Transitioning Mindfully in the Healthcare environment – Management in Practice 2017

 

Learning how to transition mindfully from one task to another, or one activity to another can make all the difference when you are strapped for time.  Sharing the Transitional Pause with Practice Managers at the Management in Practice 2017 event in London today.  The title of the talk was “when time management is not enough…”. How can we use applied mindfulness to create time and space in the high pressure work environment?

 

With packed timetables, multiple and endless demands and the hard task of juggling the numbers and managing people, these professionals certainly can benefit from mindfulness. The challenge as always being “I don’t have the time to pause, or breathe, or think ….”.

The three part transitional pause is a small tweak that can have a big impact. This tool has been shared with nursing and medical students at King’s College London, GPs from various practices in London and the South East, psychiatric trainees and prison addictions counsellors.  It is a practical tool that can be completed in just three breaths with practice.

You can try a longer, more formal practice here. But once you get the hang of it, you can start to use it as you transition

  • from home to work (and back again)
  • from one meeting to another
  • from one type of task to another
  • into or out of emotionally challenging scenarios

Part 1 invites you to play within the space of your brain’s default mode network. Allow yourself a micro pause to reflect on what you bring with you into the room, the task or conversation. Getting a handle on this will minimize the impact of any residual emotions you are carrying with you from your last activity. In Part 2 training the attention networks by choosing a single object to focus on. It has to be something with has a “present moment” quality. Something that when you observe it can only be now, now, now. The breath, or the sensations of your bottom on the chair, or your hand as you reach for your coffee or pen. The task is to focus your attention on these sensations, and resist the mind’s urge to wander off, make lists, or go to the past/future.

Having acknowledged your state, and grounded as best you can, Part 3 encourages you to select the mindset that is best utilized for the next task at hand. In the GP setting, knowing when to be in technical mode and when to be in relationship mode is a critical skill. With the increase in medically unexplained symptoms, chronic enduring mental health conditions and the aging population, the latter is more important than ever in modern medicine. For those who’s conditions have met the limit of the medical model, the healthcare provider needs to select a relating, coaching style to build self-efficacy and self-management.

If you are not sure what to do, the 3Cs approach can help. Would it be more helpful to set your intention to be

a) more curious (ask another question, check your assumptions and bias more thoroughly)

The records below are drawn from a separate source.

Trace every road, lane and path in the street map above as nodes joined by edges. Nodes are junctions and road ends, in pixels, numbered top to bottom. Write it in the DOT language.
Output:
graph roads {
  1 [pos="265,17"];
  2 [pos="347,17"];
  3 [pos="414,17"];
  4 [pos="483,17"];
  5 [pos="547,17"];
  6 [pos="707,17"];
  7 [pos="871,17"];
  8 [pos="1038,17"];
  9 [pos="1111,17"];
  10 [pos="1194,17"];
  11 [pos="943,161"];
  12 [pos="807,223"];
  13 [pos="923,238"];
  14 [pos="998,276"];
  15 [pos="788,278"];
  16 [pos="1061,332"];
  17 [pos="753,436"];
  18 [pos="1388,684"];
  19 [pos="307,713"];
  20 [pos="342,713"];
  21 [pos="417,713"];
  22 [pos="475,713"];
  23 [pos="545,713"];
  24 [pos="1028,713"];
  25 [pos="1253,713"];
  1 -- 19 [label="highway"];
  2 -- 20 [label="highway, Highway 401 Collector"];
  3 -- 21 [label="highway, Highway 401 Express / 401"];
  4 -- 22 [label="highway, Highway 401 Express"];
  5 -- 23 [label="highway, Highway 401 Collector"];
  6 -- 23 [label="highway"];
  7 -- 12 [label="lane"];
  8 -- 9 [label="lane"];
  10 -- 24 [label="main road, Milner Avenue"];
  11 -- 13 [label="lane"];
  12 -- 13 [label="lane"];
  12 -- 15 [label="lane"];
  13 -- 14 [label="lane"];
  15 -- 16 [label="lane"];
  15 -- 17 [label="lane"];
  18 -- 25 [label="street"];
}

b) more courageous (ask a more difficult or challenging question, explore what you really would say if you felt truly safe to do so?)

c) more compassionate (ideally to yourself first as from this flows all your capacity to be really present and available for your patients/team/family).

Find out more about Compassion in Practice and what the NHS is doing to support innovation and best practice in this area. They use a 6Cs model: care, compassion, competence, communication, courage and commitment.  You can also get inspired by some of the award winning best practice.

 

Small acts of compassion can make a bit difference.  This means compassion for how we are feeling, reacting, or responding to this challenging (but also immensely rewarding) work. Part of this piece of work may initially require a compassionate and non-reactive look at the reality of the workplace environment. Where are there places that practices DO have some choice or “wiggle room” to do something different? What processes ARE under their control? What would a general practice environment be like if staff showed themselves the same compassion they show for others? What stops this occurring, given the evidence is so clear on this point?